I’m sorry it has been so long since I have posted on here. As I mentioned before, I have started working full time in addition to my three graduate level courses, so I’m very beat nearly every day. I have a couple of updates for today.

I saw a geneticist not long ago and learned even more updated information about EDS, and it really opened my eyes to how little EDS is actually what causes the most pain and problems. Much of the issues I have, like Sjogren’s, sleep apnea, herniated discs, psoriasis, terribly dry, itchy skin, hypertension and more are actually from pre-dispositions in genetics. Interestingly, none of these things are genetic, but they do tend to run in families, and having close family members with them tends to increase the risk of getting them. In our family, that risk increases ten-fold apparently. All of these conditions can be significant issues on their own. All of them can be attributed from my father and most of my sisters and I suffer from many or all of them. With autoimmune disorders, you may not get the same disorder as the family member, but you are more likely to get some autoimmune disorder if a family member has one. Sjogren’s and Psoriasis are autoimmune, and my father has Psoriasis and rheumatoid arthritis and I got Sjogren’s and another sister has rheumatoid arthritis. My father also has sleep apnea, heart disease, herniated discs and other issues. Another of my sisters has herniated discs as well, and most have some sleep problems. It’s funny to me that we have this rare genetic disorder, but it seems to be quite mild compared to the multitude of other issues we have.

With at least one exception.

My sister “J” seems to have the most problematic EDS symptoms of all of us. She gets recurring spinal fluid leaks and more pain and fatigue than any of us. She often must use a wheelchair/electric chair, and is at times bed-bound. With four boys 11 and under, this can be very difficult. It makes it hard for her to do basic things for herself and her family. Her husband is a firefighter and so can’t always be there to help. To get the leaks fixed, she has to go across country to a specialist in Los Angeles. There she can have several tests done and then surgery to close the leak. It is very expensive and even just getting there is very hard for them. They’ve made it work a few times now with help from donations and family. She is so strong, like most with chronic illnesses.

In other news, work is exhausting and I am barely keeping it together. It is so conflicting for me because I LOVE to be working, especially in a job like I am in now, where I am constantly learning so much about my field of interest. This job is just a ‘temp’ job but it has valuable things to teach me. There has been talk of a permanent position, but I feel like I’m being tossed around, unsure of where I’m going or if I will be dropped. It gets a little irritating not to know whether I will have a job in a month or not. However, at the same time I am so tired every day that I know it would probably be better for me physically to stop working again until I finish my graduate degree. The problem is that I love to work, and I really need the experience, because I have very little in my field, and jobs that my degree qualifies me for, also require several years of experience. So I am trying to figure out a middle ground.

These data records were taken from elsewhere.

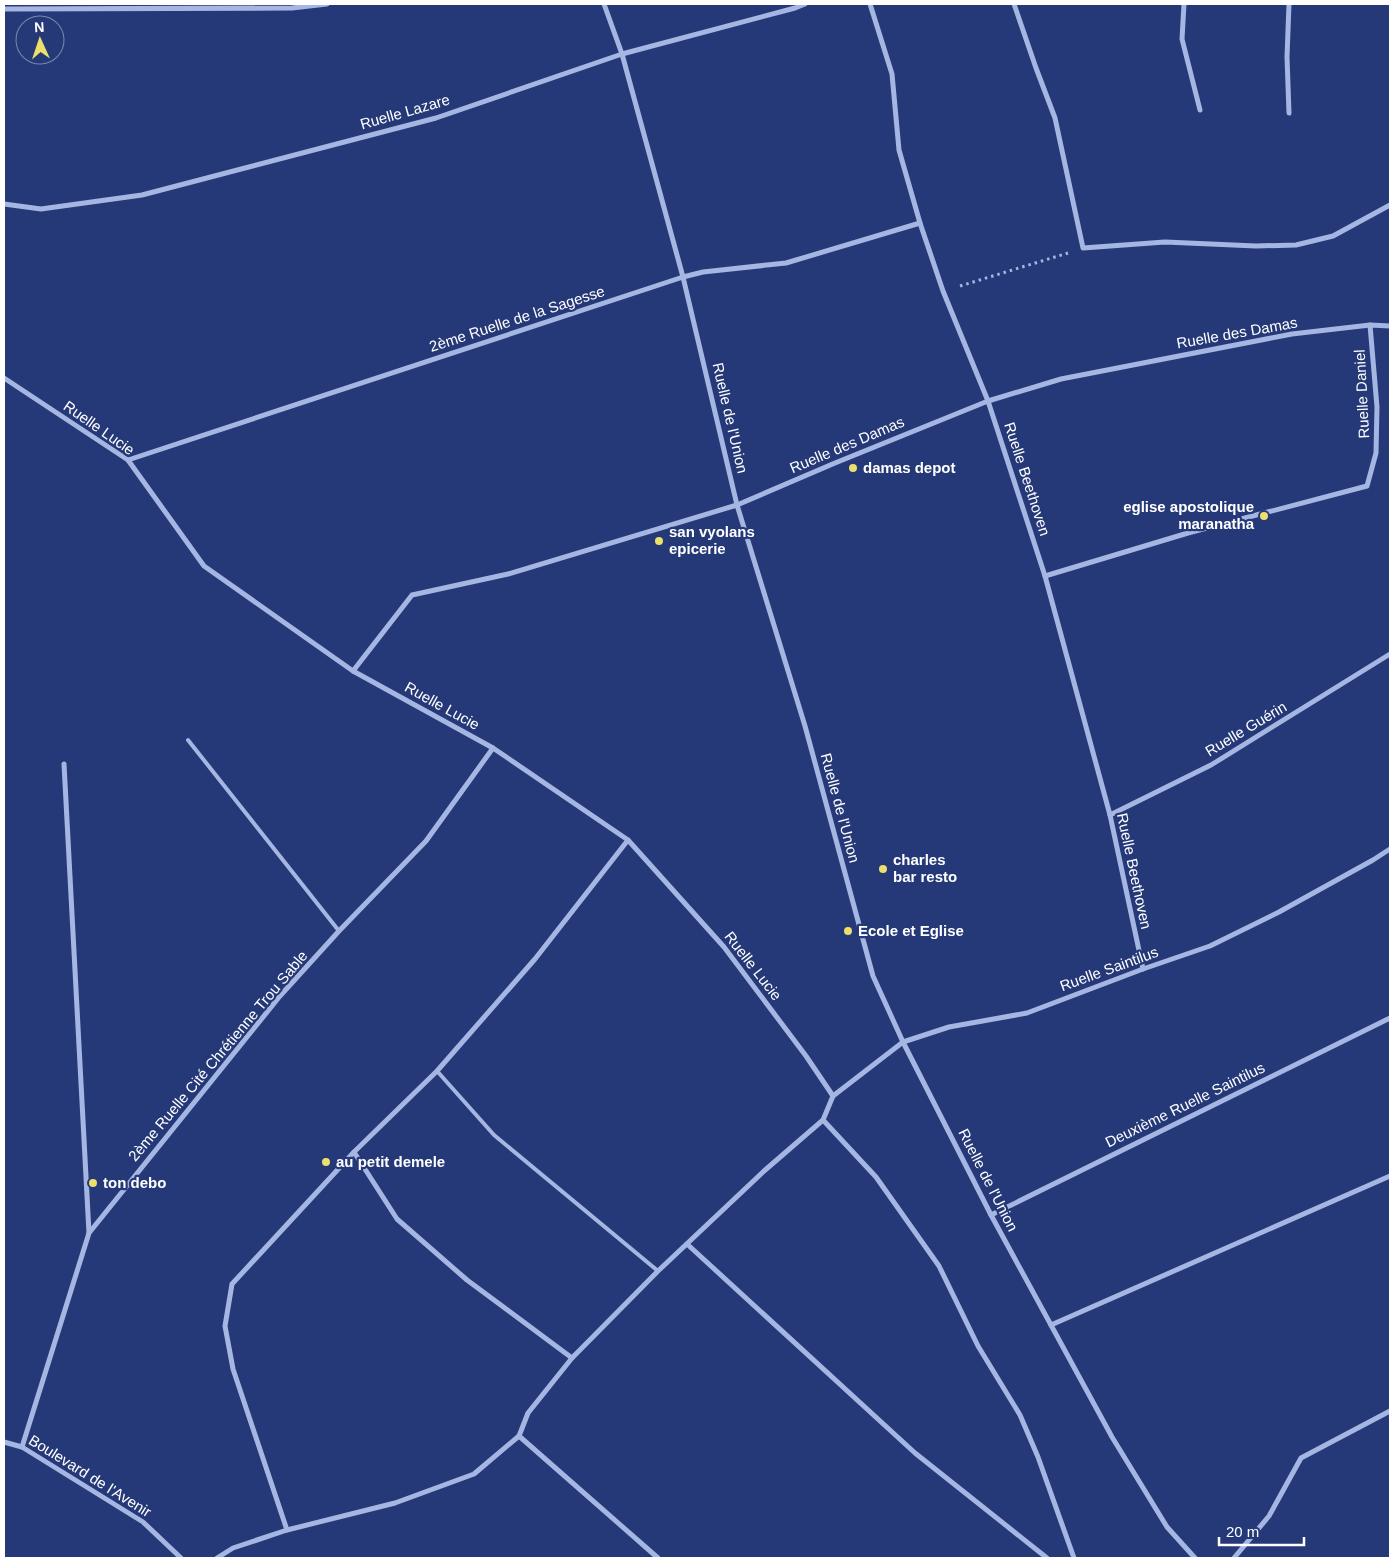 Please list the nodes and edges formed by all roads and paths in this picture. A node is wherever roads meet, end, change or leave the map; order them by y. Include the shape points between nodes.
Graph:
1 (327, 4) edge
2 (604, 4) edge
3 (805, 4) edge
4 (870, 4) edge
5 (1014, 4) edge
6 (1184, 4) edge
7 (1289, 4) edge
8 (182, 7) edge
9 (4, 9) edge
10 (622, 54) junction
11 (1200, 110) dead end
12 (1289, 114) dead end
13 (4, 204) edge
14 (1390, 205) edge
15 (920, 223) junction
16 (1083, 248) junction
17 (683, 277) junction
18 (943, 291) junction
19 (1370, 325) junction
20 (1390, 326) edge
21 (4, 378) edge
22 (988, 401) junction
23 (128, 460) junction
24 (737, 505) junction
25 (1045, 576) junction
26 (1390, 654) edge
27 (353, 671) junction
28 (188, 740) dead end
29 (493, 748) junction
30 (64, 764) dead end
31 (1110, 815) junction
32 (628, 840) junction
33 (1390, 849) edge
34 (339, 931) junction
35 (1143, 969) junction
36 (1390, 1018) edge
37 (903, 1042) junction
38 (437, 1071) junction
39 (834, 1096) junction
40 (822, 1120) junction
41 (354, 1152) junction
42 (1390, 1176) edge
43 (991, 1215) junction
44 (89, 1234) junction
45 (687, 1244) junction
46 (658, 1271) junction
47 (1051, 1325) junction
48 (572, 1358) junction
49 (1390, 1411) edge
50 (519, 1436) junction
51 (4, 1442) edge
52 (22, 1447) junction
53 (287, 1530) junction
54 (181, 1558) edge
55 (217, 1558) edge
56 (658, 1558) edge
57 (1046, 1558) edge
58 (1074, 1558) edge
59 (1195, 1558) edge
60 (1234, 1558) edge

1 - 8 street via 292,8
2 - 10 street, Ruelle de l'Union
3 - 10 street, Ruelle Lazare
4 - 15 street, Ruelle Beethoven via 892,74 899,150
5 - 16 street via 1055,118
6 - 11 street via 1182,38
7 - 12 street
8 - 9 street
10 - 13 street, Ruelle Lazare via 436,118 142,195 41,209
10 - 17 street, Ruelle de l'Union
14 - 16 street via 1333,236 1296,245 1165,242
15 - 17 street, 2ème Ruelle de la Sagesse via 786,263
15 - 18 street, Ruelle Beethoven
16 - 18 path
17 - 23 street, 2ème Ruelle de la Sagesse
17 - 24 street, Ruelle de l'Union
18 - 22 street, Ruelle Beethoven
19 - 20 street, Ruelle des Damas
19 - 22 street, Ruelle des Damas via 1292,334 1061,379
19 - 25 street, Ruelle Daniel via 1377,407 1376,453 1367,486 1188,533
21 - 23 street, Ruelle Lucie
22 - 24 street, Ruelle des Damas
22 - 25 street, Ruelle Beethoven
23 - 27 street, Ruelle Lucie via 204,566
24 - 27 street, Ruelle des Damas via 508,574 412,595
24 - 37 street, Ruelle de l'Union via 805,726 873,976
25 - 31 street, Ruelle Beethoven
26 - 31 street, Ruelle Guérin via 1211,766
27 - 29 street, Ruelle Lucie
28 - 34 lane
29 - 32 street, Ruelle Lucie
29 - 34 street, 2ème Ruelle Cité Chrétienne Trou Sable via 426,841
30 - 44 street
31 - 35 street, Ruelle Beethoven
32 - 38 street via 535,959
32 - 39 street, Ruelle Lucie via 724,947
33 - 35 street, Ruelle Saintilus via 1279,912 1210,946
34 - 44 street, 2ème Ruelle Cité Chrétienne Trou Sable via 274,1003
35 - 37 street, Ruelle Saintilus via 1027,1013 949,1027
36 - 43 street, Deuxième Ruelle Saintilus
37 - 39 street, Ruelle Saintilus
37 - 43 street, Ruelle de l'Union
38 - 41 street
38 - 46 lane via 494,1135
39 - 40 street
40 - 45 street
40 - 58 street via 876,1177 938,1266 978,1346 1020,1415
41 - 48 street via 397,1219 467,1280
41 - 53 street via 232,1284 224,1326 233,1369
42 - 47 street
43 - 47 street, Ruelle de l'Union
44 - 52 street, 2ème Ruelle Cité Chrétienne Trou Sable
45 - 46 street
45 - 57 street via 915,1453
46 - 48 street
47 - 59 street, Ruelle de l'Union via 1112,1437 1167,1527
48 - 50 street via 528,1413
49 - 60 street via 1301,1458 1269,1516
50 - 53 street via 474,1474 395,1503
50 - 56 street
51 - 52 street, Boulevard de l'Avenir
52 - 54 street, Boulevard de l'Avenir via 143,1522
53 - 55 street via 233,1548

Well, thanks for returning and catching up with me, please comment and visit my sister’s page if you can, even if just to say good luck or something.

Love all,

E&O

 

Dream Hard

One of the most important thing to me is to be able to dream. Some of my most memorable recurring dreams involves flying. Flying in a dream is the most freeing, amazing feeling. There have been some especially difficult days that have left me wishing for my flying dream before bed. I close my eyes and imagine myself standing on a cliff with the wind blowing, keeping me standing, leaning slightly forward. As I am standing there, I let my body relax and imagine being in the sky, able to go anywhere. And then I jump.

The exhilarating freedom is beyond compare.

When I wake up, I keep my eyes closed, willing myself to go back to the skies.

But in life, we need to be allowed to dream. Not just in sleep. I dream about making a difference in the world, about making a good, comfortable, happy life. I am working toward it. Each day, I try to stay on this path of trying to better myself. It is the reason I have been in school, well, forever. Every time I could stop, I don’t want to. I really hope that after I get my graduate degree, I can feel done with school.

Part of the reason it has taken so long to finish school, is the fact that I changed my dreams several times. Dreams don’t have to stay the same. But I think if you want to change them, you have to REALLY be sure that you want to change. I am one of those people that can generally do well at a lot of things, and I am very interested in learning about lots of different things. It is really hard to find something you are passionate about when you have interest in everything. I have found that in my life there has always been one thing I kept going back to: language, writing, reading, words. With my medical concerns, I have had to make some changes in my life. While I am not pursuing teaching anymore, I have found something that I haven’t lost interest. I look forward to learning. I want to read my textbooks, to research about it. I know I have found my place. I never would have found it, if I didn’t allow myself to dream, to dream HARD.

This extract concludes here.